TASK GOAL:
Your job is to copy every record exactly.

*** EXERCISE DATA Section Begins ***

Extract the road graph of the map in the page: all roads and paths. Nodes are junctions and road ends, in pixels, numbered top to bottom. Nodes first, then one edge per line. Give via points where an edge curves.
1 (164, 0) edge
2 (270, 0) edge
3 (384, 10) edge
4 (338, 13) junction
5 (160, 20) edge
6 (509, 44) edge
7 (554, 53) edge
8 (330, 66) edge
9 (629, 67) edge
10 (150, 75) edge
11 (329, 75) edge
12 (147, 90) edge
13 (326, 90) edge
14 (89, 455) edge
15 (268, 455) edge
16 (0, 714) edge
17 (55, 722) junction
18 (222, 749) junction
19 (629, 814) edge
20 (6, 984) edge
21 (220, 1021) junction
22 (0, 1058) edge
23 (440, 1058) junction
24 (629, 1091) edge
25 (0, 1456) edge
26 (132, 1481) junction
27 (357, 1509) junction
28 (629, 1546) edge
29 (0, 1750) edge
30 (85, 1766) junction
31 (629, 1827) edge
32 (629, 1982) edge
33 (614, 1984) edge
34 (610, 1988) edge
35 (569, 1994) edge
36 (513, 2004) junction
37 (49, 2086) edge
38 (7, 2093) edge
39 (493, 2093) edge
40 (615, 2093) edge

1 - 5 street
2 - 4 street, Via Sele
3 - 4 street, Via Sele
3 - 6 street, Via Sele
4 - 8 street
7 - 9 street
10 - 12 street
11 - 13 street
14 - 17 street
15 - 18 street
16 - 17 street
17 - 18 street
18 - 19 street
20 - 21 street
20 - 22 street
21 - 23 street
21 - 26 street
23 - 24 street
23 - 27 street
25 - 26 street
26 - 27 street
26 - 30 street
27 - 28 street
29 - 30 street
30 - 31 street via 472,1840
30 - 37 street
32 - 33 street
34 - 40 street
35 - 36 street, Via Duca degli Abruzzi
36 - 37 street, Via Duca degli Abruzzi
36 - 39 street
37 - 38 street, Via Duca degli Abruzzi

*** EXERCISE DATA Section Ends ***

THE ANSWER:
Extract the road graph of the map in the page: all roads and paths. Nodes are junctions and road ends, in pixels, numbered top to bottom. Nodes first, then one edge per line. Give via points where an edge curves.
1 (164, 0) edge
2 (270, 0) edge
3 (384, 10) edge
4 (338, 13) junction
5 (160, 20) edge
6 (509, 44) edge
7 (554, 53) edge
8 (330, 66) edge
9 (629, 67) edge
10 (150, 75) edge
11 (329, 75) edge
12 (147, 90) edge
13 (326, 90) edge
14 (89, 455) edge
15 (268, 455) edge
16 (0, 714) edge
17 (55, 722) junction
18 (222, 749) junction
19 (629, 814) edge
20 (6, 984) edge
21 (220, 1021) junction
22 (0, 1058) edge
23 (440, 1058) junction
24 (629, 1091) edge
25 (0, 1456) edge
26 (132, 1481) junction
27 (357, 1509) junction
28 (629, 1546) edge
29 (0, 1750) edge
30 (85, 1766) junction
31 (629, 1827) edge
32 (629, 1982) edge
33 (614, 1984) edge
34 (610, 1988) edge
35 (569, 1994) edge
36 (513, 2004) junction
37 (49, 2086) edge
38 (7, 2093) edge
39 (493, 2093) edge
40 (615, 2093) edge

1 - 5 street
2 - 4 street, Via Sele
3 - 4 street, Via Sele
3 - 6 street, Via Sele
4 - 8 street
7 - 9 street
10 - 12 street
11 - 13 street
14 - 17 street
15 - 18 street
16 - 17 street
17 - 18 street
18 - 19 street
20 - 21 street
20 - 22 street
21 - 23 street
21 - 26 street
23 - 24 street
23 - 27 street
25 - 26 street
26 - 27 street
26 - 30 street
27 - 28 street
29 - 30 street
30 - 31 street via 472,1840
30 - 37 street
32 - 33 street
34 - 40 street
35 - 36 street, Via Duca degli Abruzzi
36 - 37 street, Via Duca degli Abruzzi
36 - 39 street
37 - 38 street, Via Duca degli Abruzzi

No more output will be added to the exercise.